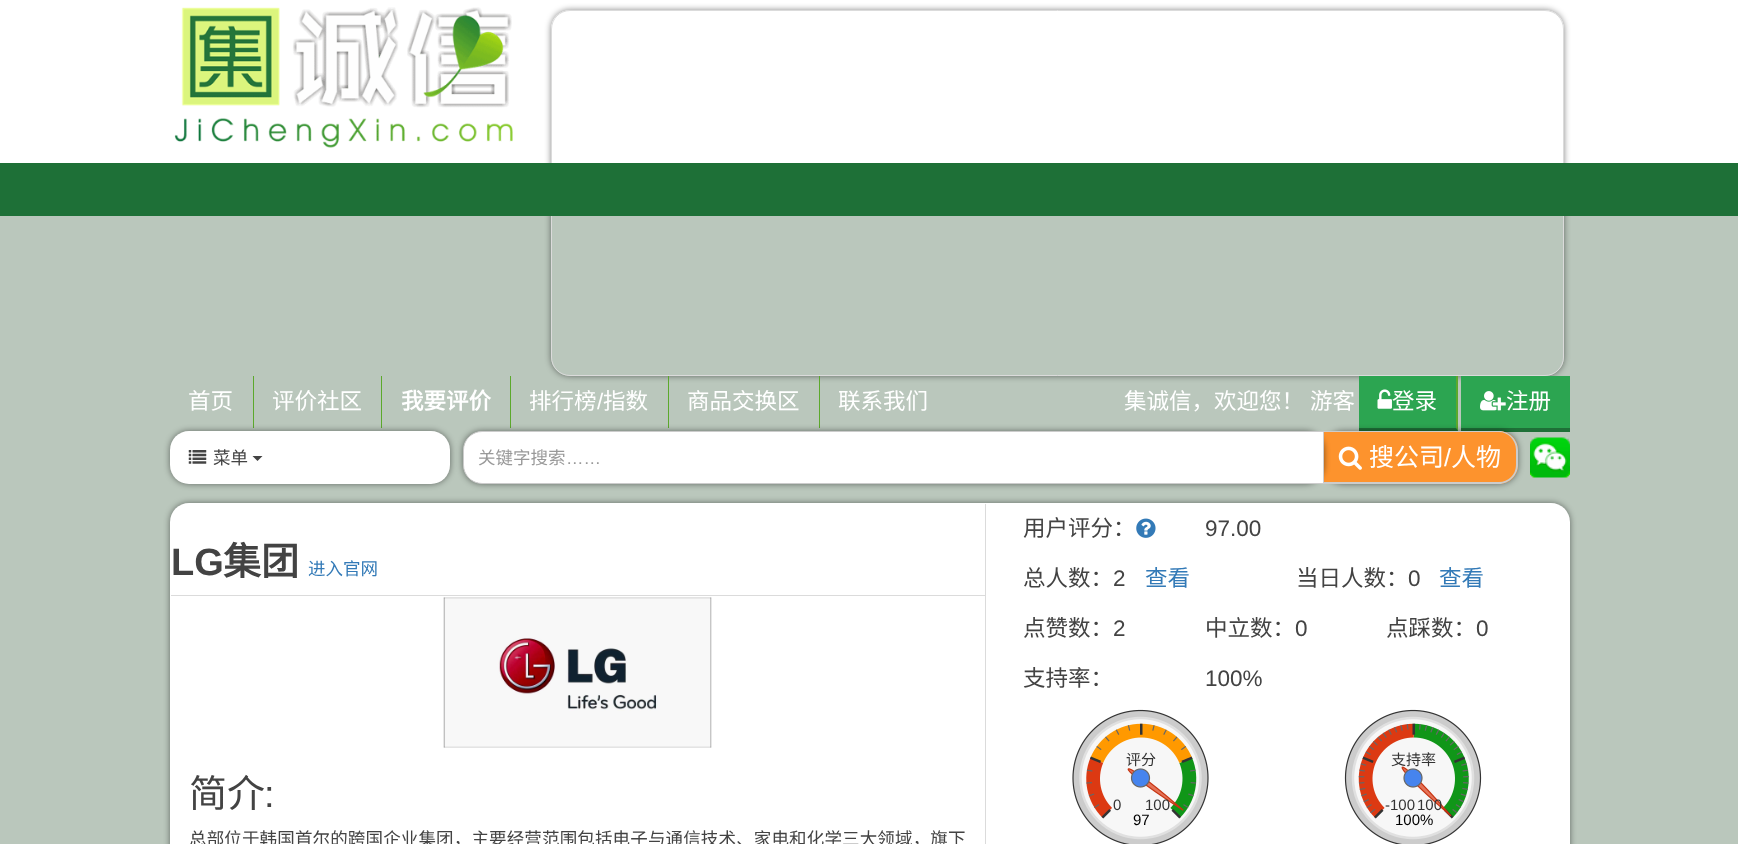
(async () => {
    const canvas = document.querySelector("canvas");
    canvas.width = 1738;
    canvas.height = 844;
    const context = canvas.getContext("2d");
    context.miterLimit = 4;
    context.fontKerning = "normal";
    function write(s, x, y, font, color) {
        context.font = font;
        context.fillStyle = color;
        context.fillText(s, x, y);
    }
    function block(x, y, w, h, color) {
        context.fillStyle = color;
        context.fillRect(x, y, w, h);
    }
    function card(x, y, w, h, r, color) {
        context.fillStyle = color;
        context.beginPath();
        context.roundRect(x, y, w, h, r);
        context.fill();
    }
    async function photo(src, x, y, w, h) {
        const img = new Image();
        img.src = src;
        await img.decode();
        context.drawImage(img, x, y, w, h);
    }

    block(0, 0, 1738, 844, "rgb(186, 199, 188)");
    block(0, 0, 1738, 163, "rgb(255, 255, 255)");
    await photo("media/1.png", 174, 7, 339, 141);
    context.save();
    context.beginPath();
    context.moveTo(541, 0);
    context.lineTo(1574, 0);
    context.lineTo(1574, 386);
    context.lineTo(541, 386);
    context.closePath();
    context.moveTo(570, 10);
    context.lineTo(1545, 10);
    context.bezierCurveTo(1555.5, 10, 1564, 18.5, 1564, 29);
    context.lineTo(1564, 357);
    context.bezierCurveTo(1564, 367.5, 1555.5, 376, 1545, 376);
    context.lineTo(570, 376);
    context.bezierCurveTo(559.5, 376, 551, 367.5, 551, 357);
    context.lineTo(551, 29);
    context.bezierCurveTo(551, 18.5, 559.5, 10, 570, 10);
    context.closePath();
    context.clip("evenodd");
    context.fillStyle = "rgba(0, 0, 0, 0.48)";
    context.filter = "blur(3px)";
    context.beginPath();
    context.roundRect(551, 10, 1013, 366, 19);
    context.fill();
    context.filter = "none";
    context.restore();
    context.beginPath();
    context.roundRect(551.5, 10.5, 1012, 365, 18.5);
    context.strokeStyle = "rgb(219, 219, 219)";
    context.stroke();
    block(0, 163, 1738, 53, "rgb(30, 112, 55)");
    block(253, 376, 1, 52, "rgb(92, 169, 44)");
    write("首页", 188, 409, "22.5px Noto Sans CJK SC", "rgb(255, 255, 255)");
    block(381, 376, 1, 52, "rgb(92, 169, 44)");
    write("评价社区", 272, 409, "22.5px Noto Sans CJK SC", "rgb(255, 255, 255)");
    block(510, 376, 1, 52, "rgb(92, 169, 44)");
    write("我要评价", 401, 409, "bold 22.5px Noto Sans CJK SC", "rgb(255, 255, 255)");
    block(668, 376, 1, 52, "rgb(92, 169, 44)");
    write("排行榜", 529, 409, "22.5px Noto Sans CJK SC", "rgb(255, 255, 255)");
    write("/", 597, 409, "22.5px Liberation Sans", "rgb(255, 255, 255)");
    write("指数", 603, 409, "22.5px Noto Sans CJK SC", "rgb(255, 255, 255)");
    block(819, 376, 1, 52, "rgb(92, 169, 44)");
    write("商品交换区", 687, 409, "22.5px Noto Sans CJK SC", "rgb(255, 255, 255)");
    write("联系我们", 838, 409, "22.5px Noto Sans CJK SC", "rgb(255, 255, 255)");
    context.wordSpacing = "1px";
    write("集诚信，欢迎您！ 游客", 1124, 409, "22.5px Noto Sans CJK SC", "rgb(255, 255, 255)");
    block(1359, 376, 99, 55, "rgb(44, 165, 81)");
    context.fillStyle = "rgb(92, 169, 44)";
    context.beginPath();
    context.moveTo(1458, 376);
    context.lineTo(1458, 431);
    context.lineTo(1456, 428);
    context.lineTo(1456, 376);
    context.closePath();
    context.fill();
    context.fillStyle = "rgb(30, 112, 55)";
    context.beginPath();
    context.moveTo(1458, 431);
    context.lineTo(1359, 431);
    context.lineTo(1359, 428);
    context.lineTo(1456, 428);
    context.closePath();
    context.fill();
    await photo("media/2.png", 1377, 389, 15, 20);
    context.wordSpacing = "0px";
    write("登录", 1392, 409, "22.5px Noto Sans CJK SC", "rgb(255, 255, 255)");
    block(1461, 376, 109, 52, "rgb(44, 165, 81)");
    block(1461, 428, 109, 4, "rgb(30, 112, 55)");
    await photo("media/3.png", 1480, 391, 26, 20);
    write("注册", 1506, 409, "22.5px Noto Sans CJK SC", "rgb(255, 255, 255)");
    context.fillStyle = "rgba(0, 0, 0, 0.48)";
    context.filter = "blur(3px)";
    context.beginPath();
    context.roundRect(170, 431, 280, 53, 19);
    context.fill();
    context.filter = "none";
    card(170, 431, 280, 53, 19, "rgb(255, 255, 255)");
    await photo("media/4.png", 188, 450, 19, 14);
    write("菜单", 213, 464, "17.5px Noto Sans CJK SC", "rgb(67, 67, 67)");
    context.beginPath();
    context.moveTo(252.5, 456);
    context.lineTo(262.5, 456);
    context.lineTo(257.5, 461);
    context.closePath();
    context.fill();
    context.fillStyle = "rgba(0, 0, 0, 0.48)";
    context.filter = "blur(3px)";
    context.beginPath();
    context.roundRect(1324, 431, 194, 53, 19);
    context.fill();
    context.filter = "none";
    context.fillStyle = "rgb(253, 147, 45)";
    context.beginPath();
    context.roundRect(1324, 431, 194, 53, [0, 19, 19, 0]);
    context.fill();
    context.fillStyle = "rgb(204, 204, 204)";
    context.beginPath();
    context.moveTo(1324, 431);
    context.lineTo(1499, 431);
    context.bezierCurveTo(1509, 431, 1518, 440, 1518, 450);
    context.lineTo(1518, 465);
    context.bezierCurveTo(1518, 475, 1509, 484, 1499, 484);
    context.lineTo(1324, 484);
    context.closePath();
    context.moveTo(1324, 432);
    context.lineTo(1499, 432);
    context.bezierCurveTo(1508, 432, 1516, 440, 1516, 450);
    context.lineTo(1516, 465);
    context.bezierCurveTo(1516, 475, 1508, 482, 1499, 482);
    context.lineTo(1324, 482);
    context.closePath();
    context.fill("evenodd");
    context.fillStyle = "rgba(0, 0, 0, 0.48)";
    context.filter = "blur(3px)";
    context.beginPath();
    context.roundRect(463, 431, 861, 53, 19);
    context.fill();
    context.filter = "none";
    context.fillStyle = "rgb(255, 255, 255)";
    context.beginPath();
    context.roundRect(463.5, 431.5, 860, 52, [18.5, 0, 0, 18.5]);
    context.fill();
    context.strokeStyle = "rgb(204, 204, 204)";
    context.stroke();
    write("关键字搜索", 478, 464, "17.5px Noto Sans CJK SC", "rgb(153, 153, 153)");
    write("……", 566, 464, "17.5px Liberation Sans", "rgb(153, 153, 153)");
    await photo("media/5.png", 1338, 446, 24, 24);
    write("搜公司", 1369, 466, "25px Noto Sans CJK SC", "rgb(255, 255, 255)");
    write("/", 1444, 466, "25px Liberation Sans", "rgb(255, 255, 255)");
    write("人物", 1451, 466, "25px Noto Sans CJK SC", "rgb(255, 255, 255)");
    await photo("media/6.png", 1530, 437, 40, 41);
    context.fillStyle = "rgba(0, 0, 0, 0.48)";
    context.filter = "blur(3px)";
    context.beginPath();
    context.roundRect(170, 503, 1400, 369, 19);
    context.fill();
    context.filter = "none";
    card(170, 503, 1400, 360, 19, "rgb(255, 255, 255)");
    block(985, 504, 1, 340, "rgb(219, 219, 219)");
    block(171, 595, 814, 1, "rgb(219, 219, 219)");
    write("LG", 171, 575, "bold 38px Liberation Sans", "rgb(67, 67, 67)");
    write("集团", 223, 575, "bold 38px Noto Sans CJK SC", "rgb(67, 67, 67)");
    write("进入官网", 308, 575, "17.5px Noto Sans CJK SC", "rgb(51, 122, 183)");
    await photo("media/7.png", 443, 597, 269, 151);
    write("简介", 189, 807, "38px Noto Sans CJK SC", "rgb(67, 67, 67)");
    write(":", 264, 807, "38px Liberation Sans", "rgb(67, 67, 67)");
    context.letterSpacing = "0.15px";
    write("总部位于韩国首尔的跨国企业集团，主要经营范围包括电子与通信技术、家电和化学三大领域，旗下", 189, 845, "17.5px Noto Sans CJK SC", "rgb(67, 67, 67)");
    context.letterSpacing = "0px";
    write("用户评分：", 1023, 536, "22.5px Noto Sans CJK SC", "rgb(67, 67, 67)");
    await photo("media/8.png", 1136, 518, 20, 20);
    write("97.00", 1205, 536, "22.5px Liberation Sans", "rgb(67, 67, 67)");
    write("总人数：", 1023, 586, "22.5px Noto Sans CJK SC", "rgb(67, 67, 67)");
    write("2", 1113, 586, "22.5px Liberation Sans", "rgb(67, 67, 67)");
    write("查看", 1145, 586, "22.5px Noto Sans CJK SC", "rgb(51, 122, 183)");
    write("当日人数：", 1296, 586, "22.5px Noto Sans CJK SC", "rgb(67, 67, 67)");
    write("0", 1408, 586, "22.5px Liberation Sans", "rgb(67, 67, 67)");
    write("查看", 1439, 586, "22.5px Noto Sans CJK SC", "rgb(51, 122, 183)");
    write("点赞数：", 1023, 636, "22.5px Noto Sans CJK SC", "rgb(67, 67, 67)");
    write("2", 1113, 636, "22.5px Liberation Sans", "rgb(67, 67, 67)");
    write("中立数：", 1205, 636, "22.5px Noto Sans CJK SC", "rgb(67, 67, 67)");
    write("0", 1295, 636, "22.5px Liberation Sans", "rgb(67, 67, 67)");
    write("点踩数：", 1386, 636, "22.5px Noto Sans CJK SC", "rgb(67, 67, 67)");
    write("0", 1476, 636, "22.5px Liberation Sans", "rgb(67, 67, 67)");
    write("支持率：", 1023, 686, "22.5px Noto Sans CJK SC", "rgb(67, 67, 67)");
    write("100%", 1205, 686, "22.5px Liberation Sans", "rgb(67, 67, 67)");
    await photo("media/9.png", 1072, 709, 137, 135);
    write("评分", 1126, 765, "15px Noto Sans CJK SC", "rgb(51, 51, 51)");
    write("0", 1113, 810, "15px Liberation Sans", "rgb(51, 51, 51)");
    write("100", 1145, 810, "15px Liberation Sans", "rgb(51, 51, 51)");
    write("97", 1133, 825, "15px Liberation Sans", "rgb(0, 0, 0)");
    await photo("media/10.png", 1344, 709, 138, 135);
    write("支持率", 1391, 765, "15px Noto Sans CJK SC", "rgb(51, 51, 51)");
    write("-100", 1385, 810, "15px Liberation Sans", "rgb(51, 51, 51)");
    write("100", 1417, 810, "15px Liberation Sans", "rgb(51, 51, 51)");
    write("100%", 1395, 825, "15px Liberation Sans", "rgb(0, 0, 0)");
})();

_What you will do_
Only one stretch of the records above is wanted: the lines between the one holding "img.src = src;" and the one holding "context.lineTo(1564, 357);", inclusive, reproduced exactly.

_Task solution_
        img.src = src;
        await img.decode();
        context.drawImage(img, x, y, w, h);
    }

    block(0, 0, 1738, 844, "rgb(186, 199, 188)");
    block(0, 0, 1738, 163, "rgb(255, 255, 255)");
    await photo("media/1.png", 174, 7, 339, 141);
    context.save();
    context.beginPath();
    context.moveTo(541, 0);
    context.lineTo(1574, 0);
    context.lineTo(1574, 386);
    context.lineTo(541, 386);
    context.closePath();
    context.moveTo(570, 10);
    context.lineTo(1545, 10);
    context.bezierCurveTo(1555.5, 10, 1564, 18.5, 1564, 29);
    context.lineTo(1564, 357);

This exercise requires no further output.